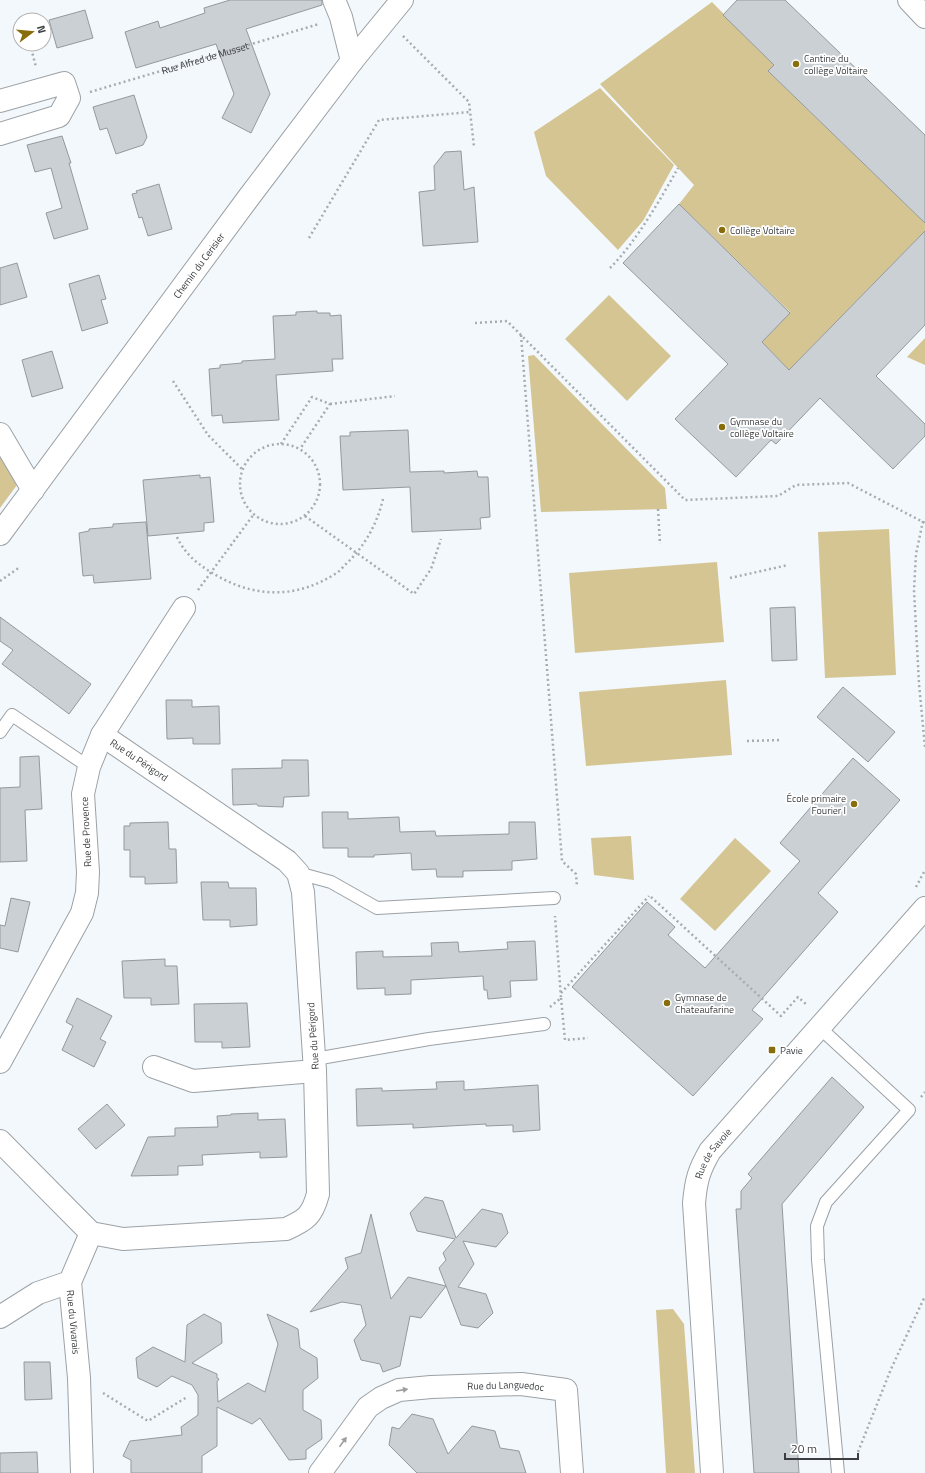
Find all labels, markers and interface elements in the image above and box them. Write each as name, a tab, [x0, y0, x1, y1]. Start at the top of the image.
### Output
north arrow	[12, 12, 52, 52]
text: N	[33, 23, 50, 35]
street label: Rue Alfred de Musset	[160, 38, 251, 78]
place label: Cantine du collège Voltaire	[804, 51, 868, 78]
marker: Cantine du collège Voltaire	[791, 59, 801, 69]
place label: Collège Voltaire	[730, 223, 795, 238]
marker: Collège Voltaire	[717, 225, 727, 235]
street label: Chemin du Cerisier	[169, 229, 228, 301]
place label: Gymnase du collège Voltaire	[730, 414, 794, 441]
marker: Gymnase du collège Voltaire	[717, 422, 727, 432]
street label: Rue du Périgord	[107, 735, 171, 785]
place label: École primaire Fourier I	[787, 791, 846, 818]
street label: Rue de Provence	[77, 797, 95, 867]
marker: École primaire Fourier I	[849, 799, 859, 809]
place label: Gymnase de Chateaufarine	[675, 990, 734, 1017]
marker: Gymnase de Chateaufarine	[662, 998, 672, 1008]
street label: Rue du Périgord	[303, 1002, 323, 1070]
place label: Pavie	[780, 1043, 803, 1058]
marker: Pavie	[767, 1045, 777, 1055]
street label: Rue de Savoie	[691, 1124, 735, 1181]
street label: Rue du Vivarais	[63, 1289, 84, 1355]
street label: Rue du Languedoc	[467, 1376, 545, 1395]
one-way arrow	[396, 1387, 409, 1393]
scale bar	[785, 1435, 858, 1461]
one-way arrow	[339, 1436, 347, 1447]
text: 20 m	[791, 1439, 817, 1458]

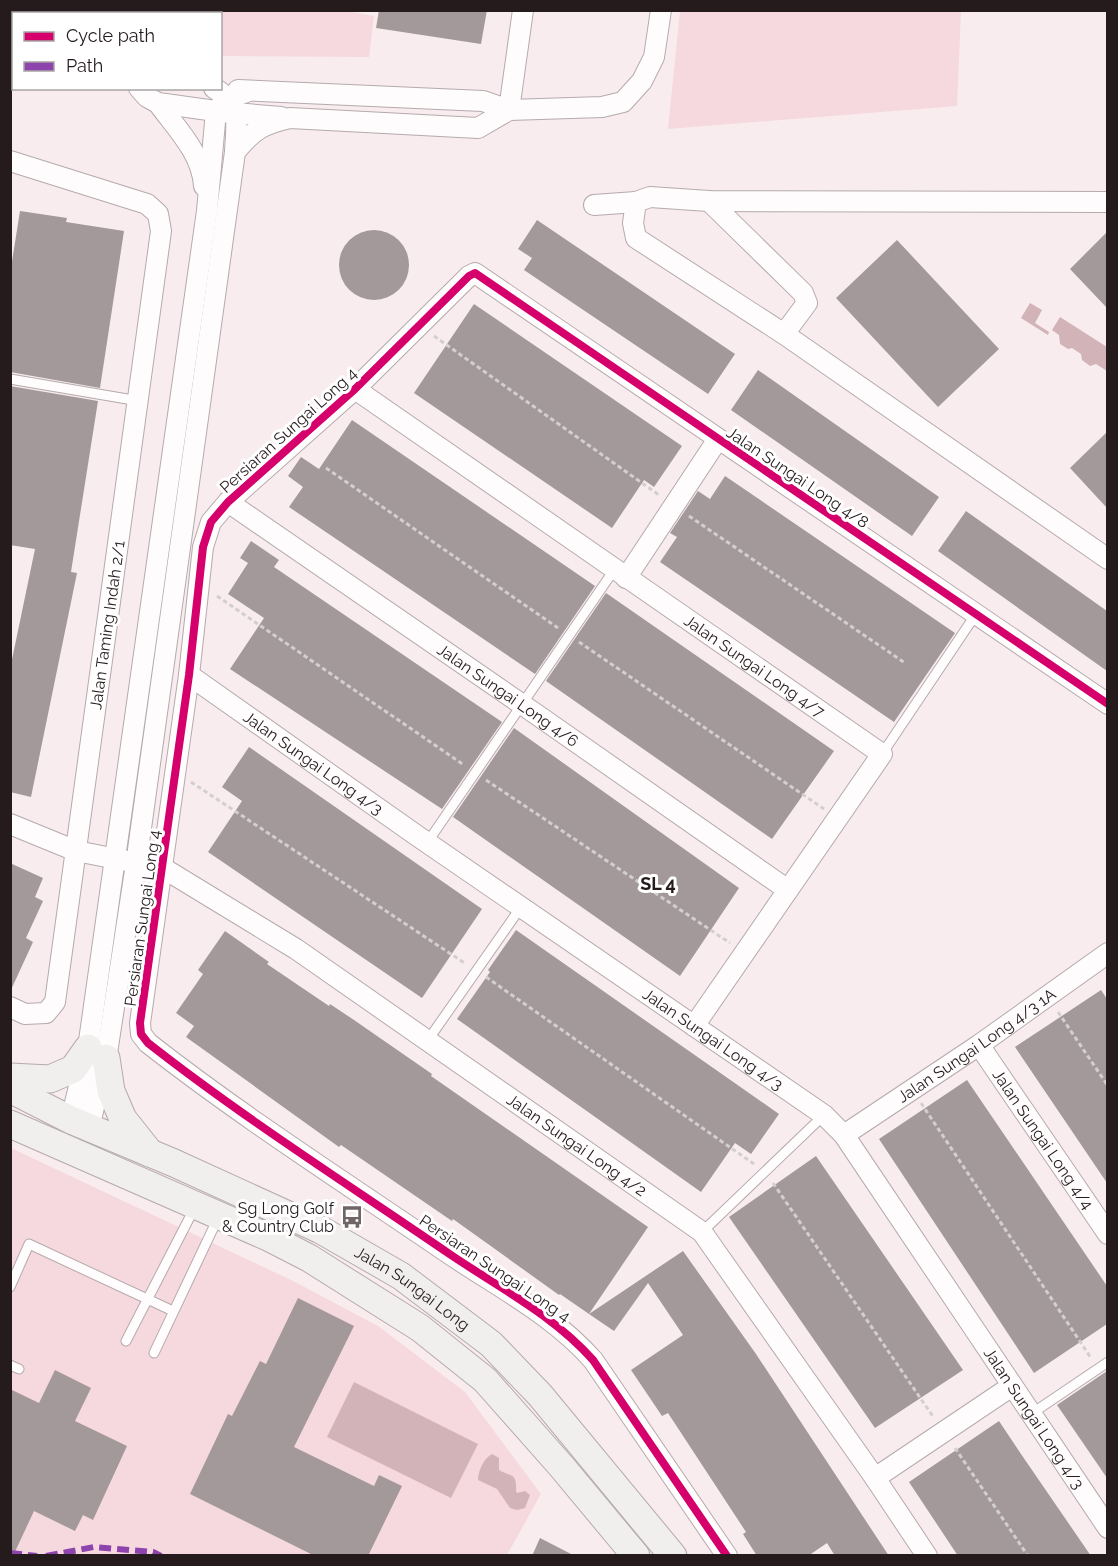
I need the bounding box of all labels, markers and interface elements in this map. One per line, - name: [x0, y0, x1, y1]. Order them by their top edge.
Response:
- legend: [12, 12, 222, 90]
- text: Cycle path: [66, 25, 155, 46]
- text: Path: [66, 55, 103, 76]
- street label: Persiaran Sungai Long 4: [216, 364, 361, 497]
- street label: Jalan Sungai Long 4/8: [723, 423, 872, 532]
- street label: Jalan Taming Indah 2/1: [86, 539, 129, 711]
- street label: Jalan Sungai Long 4/7: [680, 611, 828, 722]
- street label: Jalan Sungai Long 4/6: [433, 640, 582, 751]
- street label: Jalan Sungai Long 4/3: [240, 707, 386, 819]
- street label: Persiaran Sungai Long 4: [121, 828, 164, 1007]
- district label: SL 4: [640, 873, 676, 894]
- street label: Jalan Sungai Long 4/3: [639, 984, 787, 1094]
- street label: Jalan Sungai Long 4/3 1A: [894, 984, 1060, 1107]
- street label: Jalan Sungai Long 4/4: [988, 1066, 1097, 1213]
- street label: Jalan Sungai Long 4/2: [503, 1090, 650, 1200]
- place label: Sg Long Golf & Country Club: [222, 1199, 335, 1236]
- bus stop icon: Sg Long Golf & Country Club: [339, 1204, 365, 1230]
- street label: Persiaran Sungai Long 4: [416, 1211, 574, 1326]
- street label: Jalan Sungai Long: [351, 1242, 473, 1335]
- street label: Jalan Sungai Long 4/3: [980, 1344, 1088, 1493]

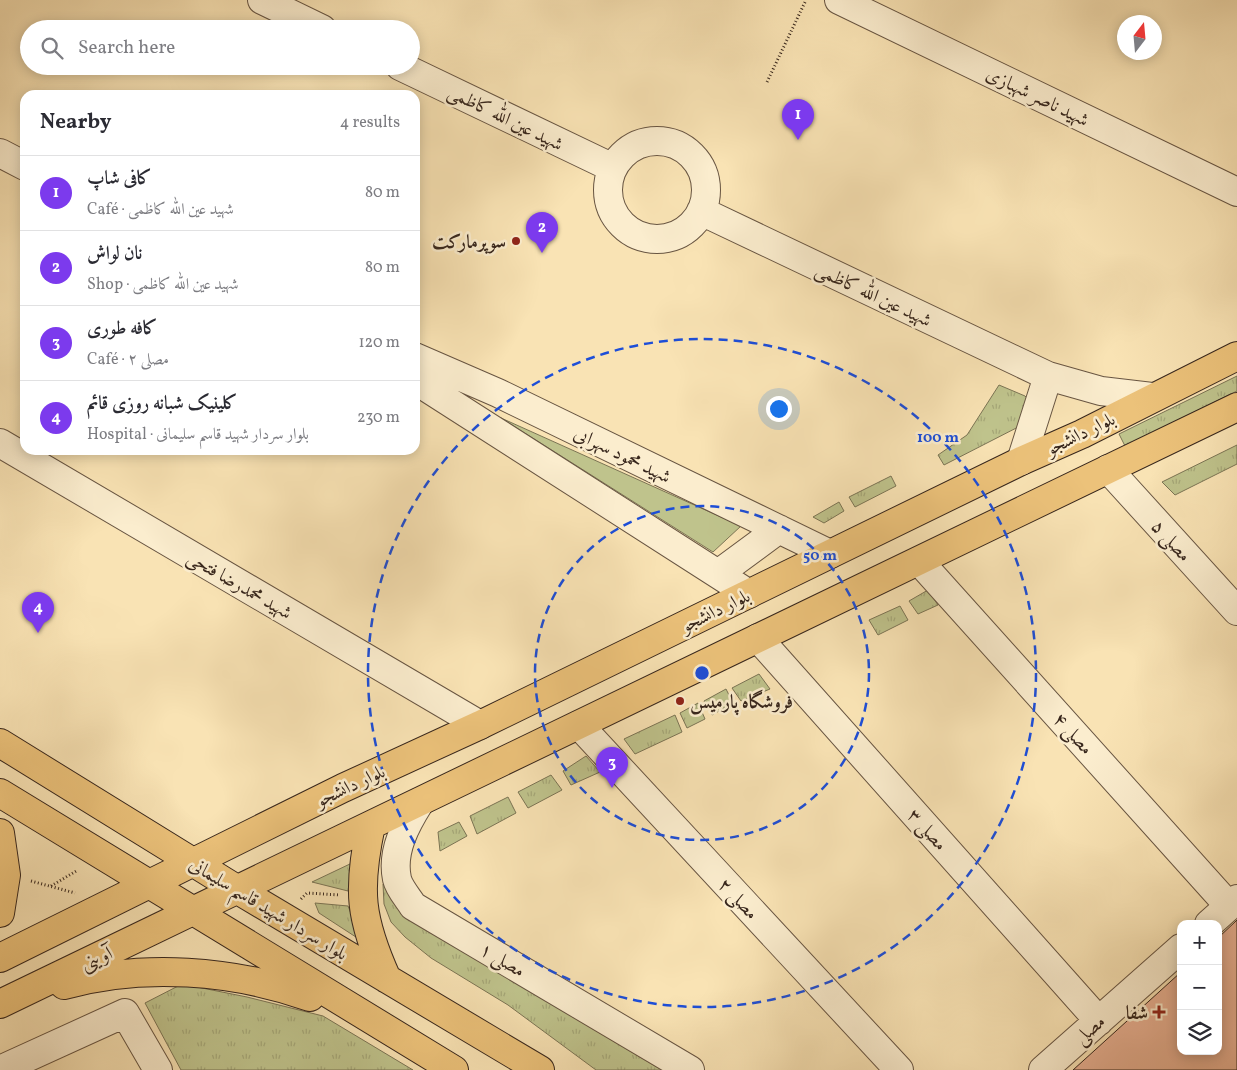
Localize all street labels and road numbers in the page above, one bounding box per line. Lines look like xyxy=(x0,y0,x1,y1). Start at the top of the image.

[About this task] Which lines in the records above contain the word "name"? Copy each one.

[Exercise result]
Find all labels, markers and interface elements in the image above and box them. Write each as name, a tab, [x0, y0, x1, y1]. Start at the top of the image.
I need the bounding box of all labels, markers and interface elements in this map. One per line, - name: [x0, y0, x1, y1]. Order them by their top edge.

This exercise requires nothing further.